*** AVAILABLE DATA ***

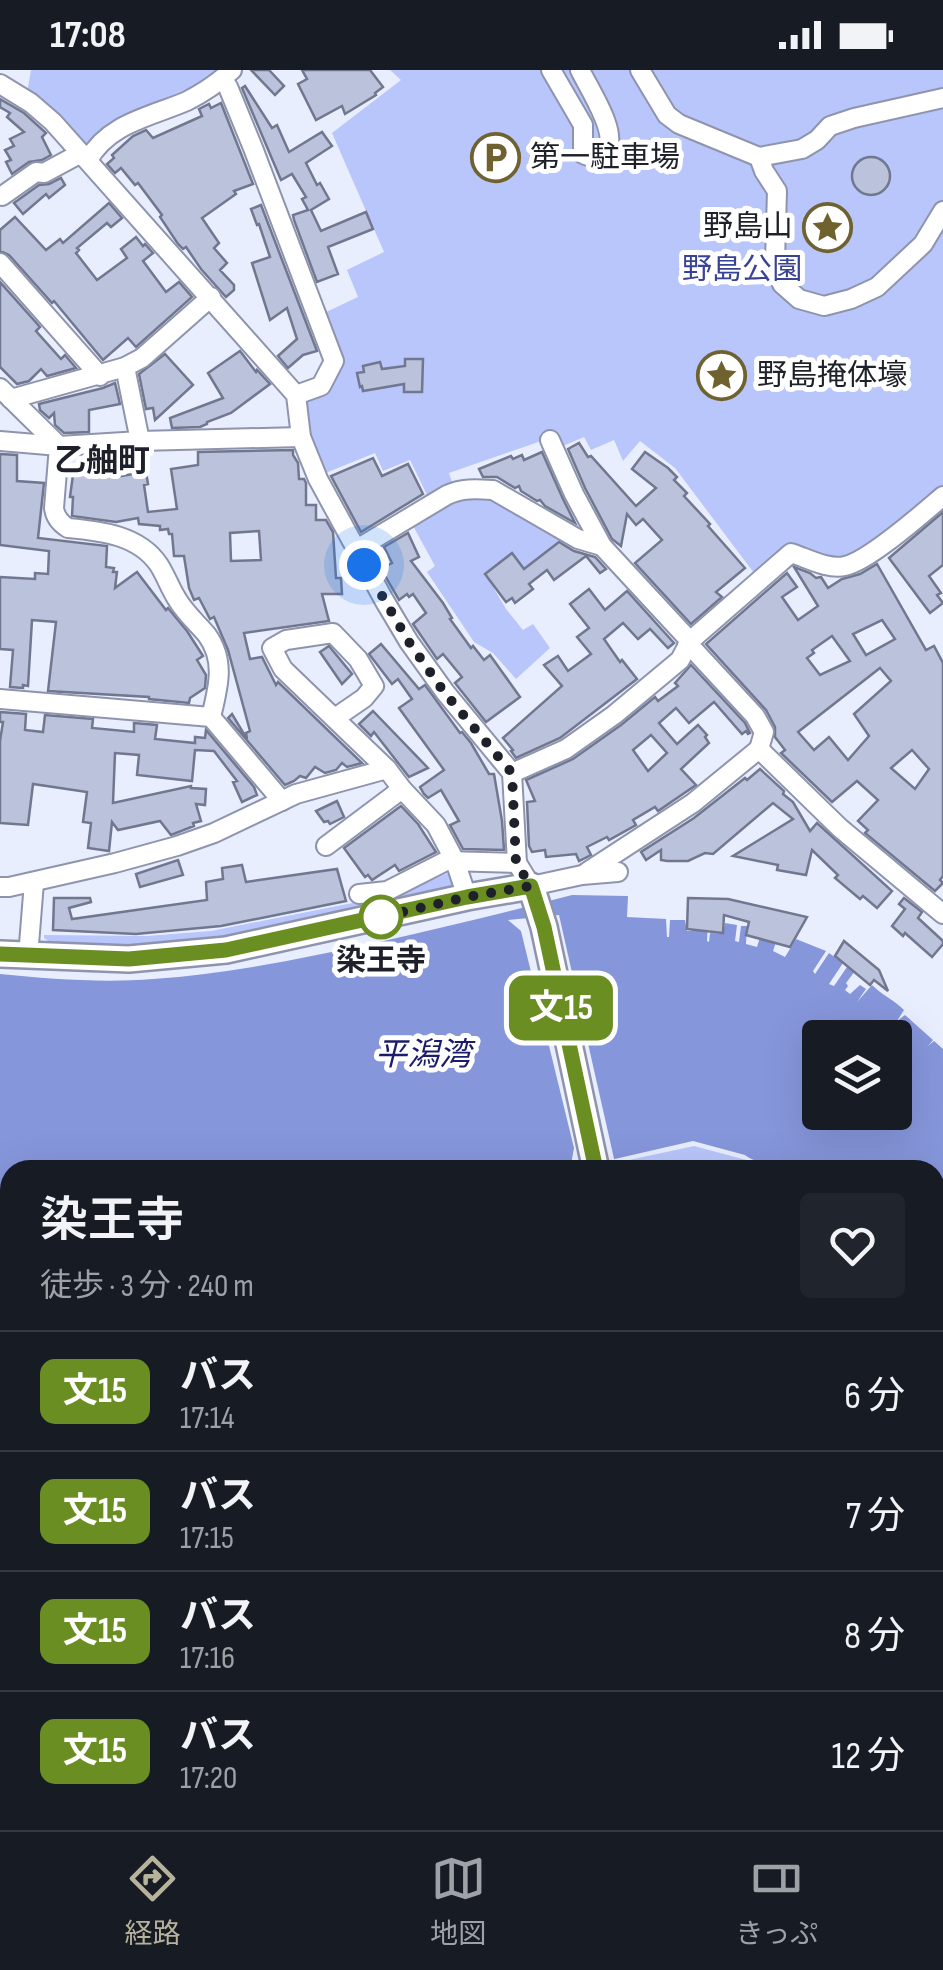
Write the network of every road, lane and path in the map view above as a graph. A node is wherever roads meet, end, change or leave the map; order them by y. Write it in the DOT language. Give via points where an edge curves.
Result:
graph roads {
  1 [pos="551,70"];
  2 [pos="580,70"];
  3 [pos="640,70"];
  4 [pos="227,75"];
  5 [pos="0,84"];
  6 [pos="943,98"];
  7 [pos="84,156"];
  8 [pos="759,157"];
  9 [pos="2,196"];
  10 [pos="943,211"];
  11 [pos="0,263"];
  12 [pos="211,297"];
  13 [pos="125,367"];
  14 [pos="100,376"];
  15 [pos="6,394"];
  16 [pos="296,394"];
  17 [pos="301,437"];
  18 [pos="550,440"];
  19 [pos="0,441"];
  20 [pos="140,441"];
  21 [pos="59,446"];
  22 [pos="943,496"];
  23 [pos="602,546"];
  24 [pos="356,549"];
  25 [pos="688,644"];
  26 [pos="0,699"];
  27 [pos="212,718"];
  28 [pos="335,718"];
  29 [pos="759,749"];
  30 [pos="387,769"];
  31 [pos="512,773"];
  32 [pos="402,789"];
  33 [pos="282,802"];
  34 [pos="326,846"];
  35 [pos="455,862"];
  36 [pos="516,863"];
  37 [pos="618,872"];
  38 [pos="582,875"];
  39 [pos="34,882"];
  40 [pos="531,886"];
  41 [pos="0,887"];
  42 [pos="359,894"];
  43 [pos="467,897"];
  44 [pos="943,914"];
  45 [pos="0,954"];
  46 [pos="28,956"];
  47 [pos="594,1160"];
  1 -- 2 [label="street" via="583,126 583,154 596,157 606,151 610,130"];
  3 -- 8 [label="street" via="679,124"];
  4 -- 7 [label="street" via="190,99 127,123"];
  4 -- 16 [label="street" via="334,360 320,386"];
  5 -- 7 [label="street" via="31,103"];
  6 -- 8 [label="street" via="854,118 830,126 802,149"];
  7 -- 9 [label="street" via="36,172"];
  7 -- 12 [label="street"];
  8 -- 10 [label="street" via="778,191 775,261 782,284 824,306 877,288 923,244"];
  11 -- 14 [label="street"];
  12 -- 13 [label="street"];
  12 -- 16 [label="street"];
  13 -- 14 [label="street"];
  13 -- 20 [label="street"];
  14 -- 15 [label="street"];
  15 -- 21 [label="street"];
  16 -- 17 [label="street"];
  17 -- 20 [label="street"];
  17 -- 24 [label="street"];
  18 -- 23 [label="street"];
  19 -- 21 [label="street"];
  20 -- 21 [label="street"];
  21 -- 27 [label="street" via="55,515 68,528 120,536 157,562 219,660"];
  22 -- 25 [label="street" via="846,566 791,553"];
  23 -- 24 [label="street" via="578,540 493,490 460,489"];
  23 -- 25 [label="street"];
  24 -- 31 [label="street" via="409,642"];
  25 -- 29 [label="street" via="755,716 764,732"];
  25 -- 31 [label="street" via="680,660 614,715 566,750"];
  26 -- 27 [label="street"];
  27 -- 33 [label="street"];
  28 -- 28 [label="street" via="282,669 272,648 333,632 358,659 374,686"];
  28 -- 30 [label="street"];
  29 -- 38 [label="street" via="694,803"];
  29 -- 44 [label="street"];
  30 -- 32 [label="street"];
  30 -- 33 [label="street"];
  31 -- 36 [label="street"];
  32 -- 34 [label="street"];
  32 -- 35 [label="street" via="436,825"];
  33 -- 39 [label="street" via="177,846"];
  35 -- 36 [label="street"];
  35 -- 42 [label="street" via="387,891"];
  35 -- 43 [label="street"];
  36 -- 40 [label="street"];
  37 -- 38 [label="street"];
  38 -- 40 [label="street"];
  39 -- 41 [label="street"];
  39 -- 46 [label="street"];
  40 -- 43 [label="street"];
  40 -- 47 [label="street"];
  43 -- 46 [label="street" via="226,950 129,959"];
  45 -- 46 [label="street"];
}
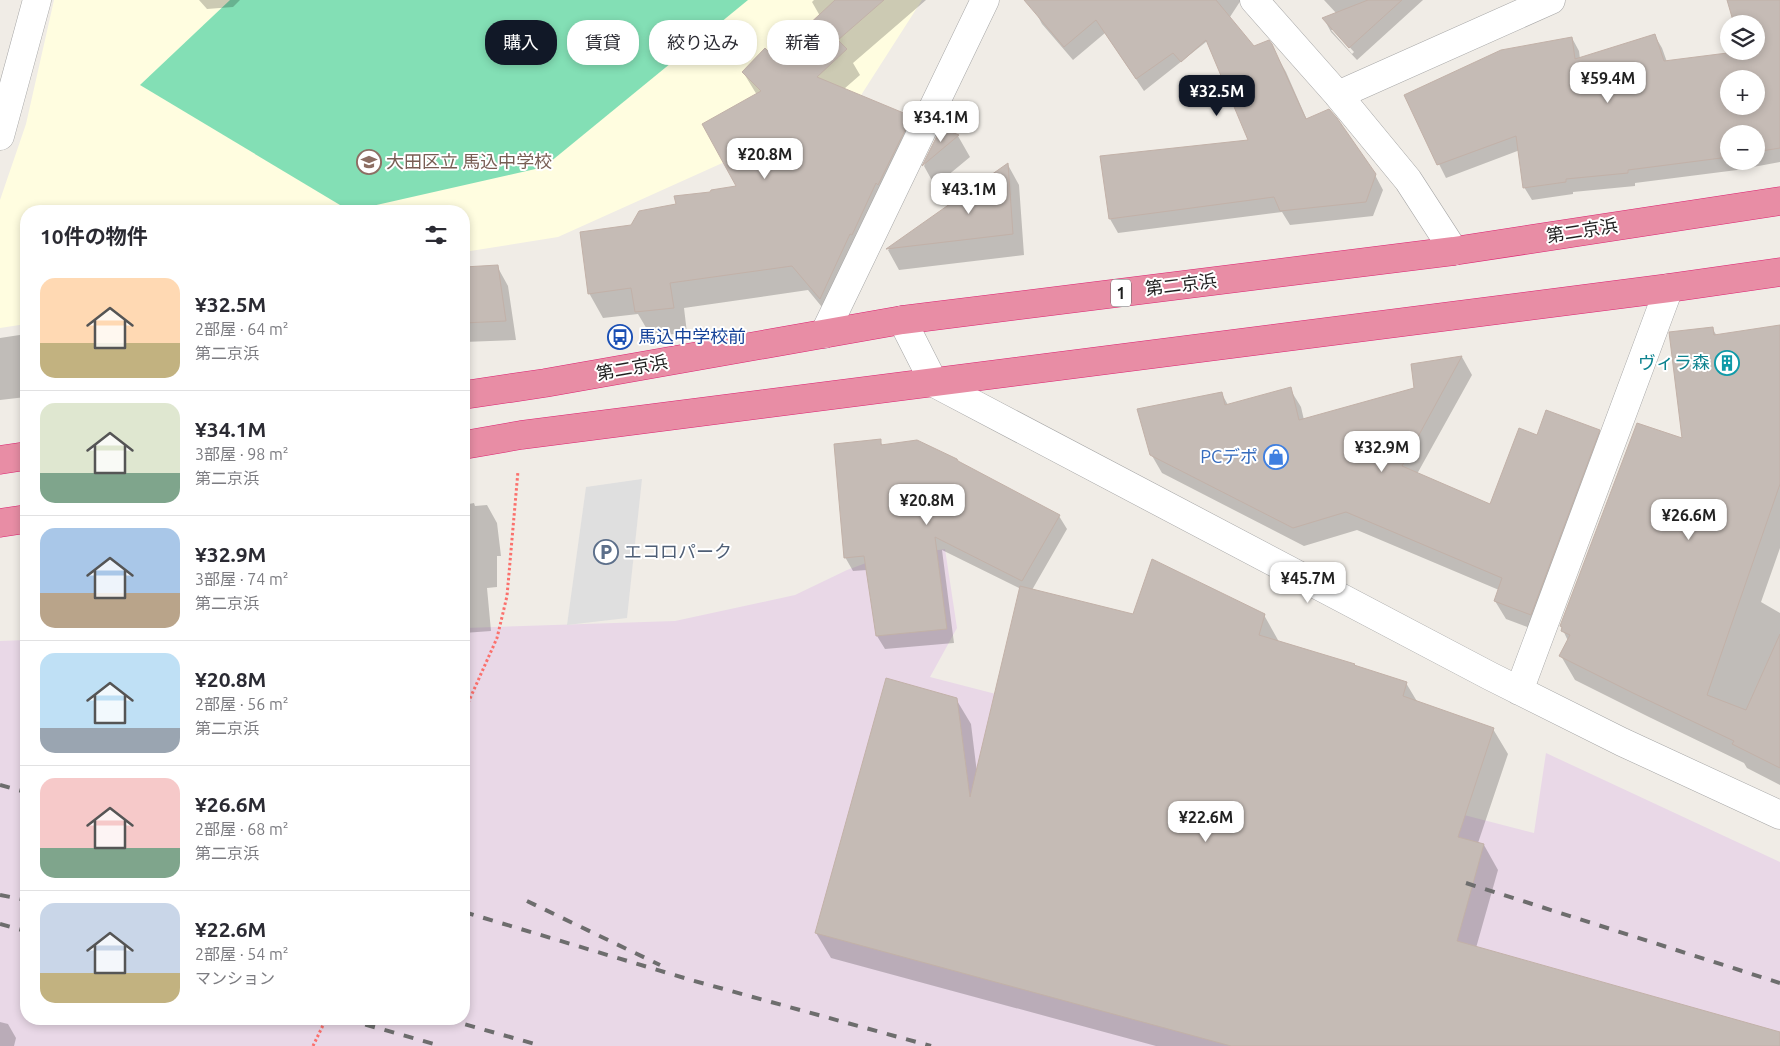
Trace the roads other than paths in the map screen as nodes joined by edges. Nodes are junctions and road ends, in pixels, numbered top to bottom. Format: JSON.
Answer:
{"nodes":[{"id":1,"x":37,"y":0,"type":"edge"},
{"id":2,"x":985,"y":0,"type":"edge"},
{"id":3,"x":1254,"y":0,"type":"edge"},
{"id":4,"x":1551,"y":0,"type":"edge"},
{"id":5,"x":1338,"y":95,"type":"junction"},
{"id":6,"x":0,"y":136,"type":"edge"},
{"id":7,"x":1780,"y":201,"type":"edge"},
{"id":8,"x":1454,"y":251,"type":"junction"},
{"id":9,"x":1780,"y":272,"type":"edge"},
{"id":10,"x":1668,"y":288,"type":"junction"},
{"id":11,"x":902,"y":320,"type":"junction"},
{"id":12,"x":824,"y":334,"type":"junction"},
{"id":13,"x":934,"y":383,"type":"junction"},
{"id":14,"x":470,"y":393,"type":"edge"},
{"id":15,"x":470,"y":444,"type":"edge"},
{"id":16,"x":20,"y":457,"type":"edge"},
{"id":17,"x":0,"y":460,"type":"edge"},
{"id":18,"x":20,"y":520,"type":"edge"},
{"id":19,"x":0,"y":522,"type":"edge"},
{"id":20,"x":1519,"y":691,"type":"junction"},
{"id":21,"x":1780,"y":816,"type":"edge"}],
"edges":[{"from":1,"to":6,"type":"street"},
{"from":2,"to":12,"type":"street"},
{"from":3,"to":5,"type":"street"},
{"from":4,"to":5,"type":"street"},
{"from":5,"to":8,"type":"street"},
{"from":7,"to":8,"type":"highway","name":"第二京浜","number":"1"},
{"from":8,"to":11,"type":"highway","name":"第二京浜","number":"1"},
{"from":9,"to":10,"type":"highway"},
{"from":10,"to":13,"type":"highway"},
{"from":10,"to":20,"type":"street"},
{"from":11,"to":12,"type":"highway","name":"第二京浜","number":"1"},
{"from":11,"to":13,"type":"street"},
{"from":12,"to":14,"type":"highway","name":"第二京浜","number":"1"},
{"from":13,"to":15,"type":"highway"},
{"from":13,"to":20,"type":"street"},
{"from":16,"to":17,"type":"highway"},
{"from":18,"to":19,"type":"highway"},
{"from":20,"to":21,"type":"street"}]}
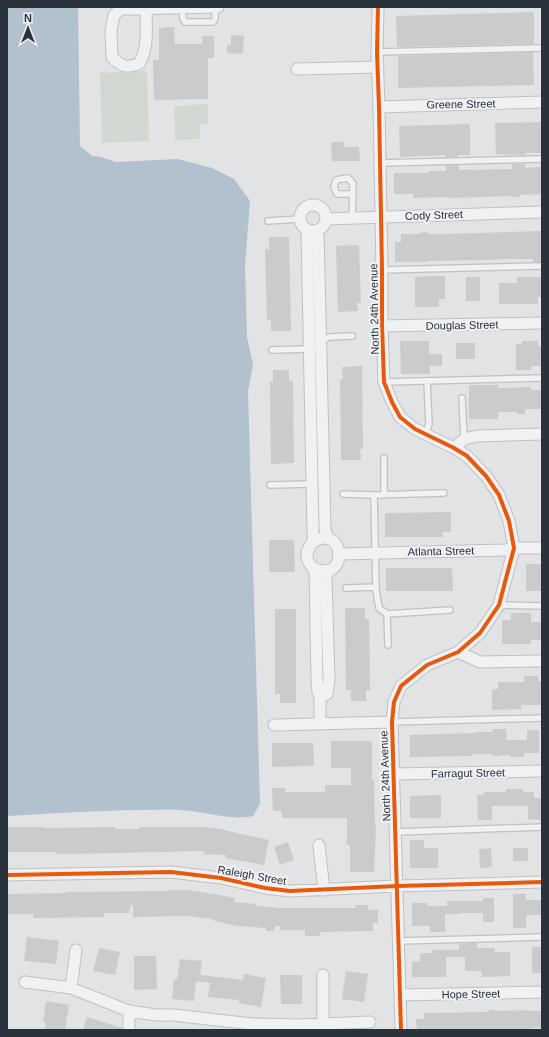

***

## WHAT TO DO
Note how many lines of the entries contain the string "第二京浜", then give that number by itself.

## REPLY
4